Baby beets stay fresh best with their greens intact, so don’t remove the greens from tiny bee
Be gentle when washing beets. You want the thin skin to remain intact for cooking.
Although beets can be eaten raw, they are generally boiled, baked, steamed, fried, grilled or otherwise cooked before eating.
Choose beets of uniform size to promote even cooking.
To retain nutrients and color, boil, bake or steam without peeling first. The skin will easily rub off under cold running water after they are cooked.
When trimming, leave at least an inch of the leaf stems attached and do not remove the root. The stem and root are removed after cooking.
If you must peel before cooking, a swivel vegetable peeler works better than a paring knife.
For best flavor, bake beets instead of boiling or steaming. Wrap them in foil to avoid staining.
Complementary herbs and spices include allspice, bay leaf, cloves, chives, dill weed, garlic, mustard seed, thyme, and citrus.
To avoid staining your fingers, wear rubber gloves when handling beets.

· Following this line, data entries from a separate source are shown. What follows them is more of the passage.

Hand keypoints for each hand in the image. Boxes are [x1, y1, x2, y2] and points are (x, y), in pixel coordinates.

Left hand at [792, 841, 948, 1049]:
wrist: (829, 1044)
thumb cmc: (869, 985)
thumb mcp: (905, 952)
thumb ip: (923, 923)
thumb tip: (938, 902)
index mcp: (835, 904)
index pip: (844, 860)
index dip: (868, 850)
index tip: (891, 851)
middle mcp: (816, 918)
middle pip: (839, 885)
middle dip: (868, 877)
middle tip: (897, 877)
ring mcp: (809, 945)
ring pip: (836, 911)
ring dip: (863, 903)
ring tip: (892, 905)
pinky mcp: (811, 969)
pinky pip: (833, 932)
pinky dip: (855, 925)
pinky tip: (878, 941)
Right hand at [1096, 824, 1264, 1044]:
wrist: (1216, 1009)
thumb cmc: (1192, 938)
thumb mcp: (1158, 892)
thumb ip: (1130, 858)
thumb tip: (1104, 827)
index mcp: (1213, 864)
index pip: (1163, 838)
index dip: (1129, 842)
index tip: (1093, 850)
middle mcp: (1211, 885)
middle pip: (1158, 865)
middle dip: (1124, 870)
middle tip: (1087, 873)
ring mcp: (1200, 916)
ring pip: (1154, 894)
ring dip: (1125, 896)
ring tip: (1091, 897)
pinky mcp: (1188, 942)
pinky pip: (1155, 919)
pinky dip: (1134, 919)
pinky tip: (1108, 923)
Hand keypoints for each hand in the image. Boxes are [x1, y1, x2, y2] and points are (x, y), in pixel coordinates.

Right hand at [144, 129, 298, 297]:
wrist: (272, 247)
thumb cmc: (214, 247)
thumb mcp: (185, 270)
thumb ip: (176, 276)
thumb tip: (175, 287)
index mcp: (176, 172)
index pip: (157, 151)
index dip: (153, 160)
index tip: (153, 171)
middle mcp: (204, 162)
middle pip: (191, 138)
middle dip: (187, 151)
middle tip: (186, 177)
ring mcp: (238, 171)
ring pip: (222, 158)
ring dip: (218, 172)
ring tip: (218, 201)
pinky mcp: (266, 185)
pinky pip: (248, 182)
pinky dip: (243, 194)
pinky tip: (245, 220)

To remove beet juice from fingers, rub with wet salt and lemon juice and then wash with soap and water. For cutting boards and plastic containers, use a bleach solution.
1 Tablespoon of vinegar added to beet cooking water will not only reduce the odor of the cooking beets but also help them retain their bright color.
For older beets, try adding a pinch each of sugar and salt to each cup of cooking water to revive sweetness and color.
Beets are naturally high in sodium, so no salt is necessary for the cooking water.
To microwave whole beets, pierce the skin and place one pound in a micro-proof dish with 2 Tablespoons of water. Cook on high for 9 to 12 minutes. Let rest for 5 minutes before cooling and peeling.
To avoid bleeding of color into other ingredients, add beets just before serving if possible.
Grated raw beets make a tasty addition to salads.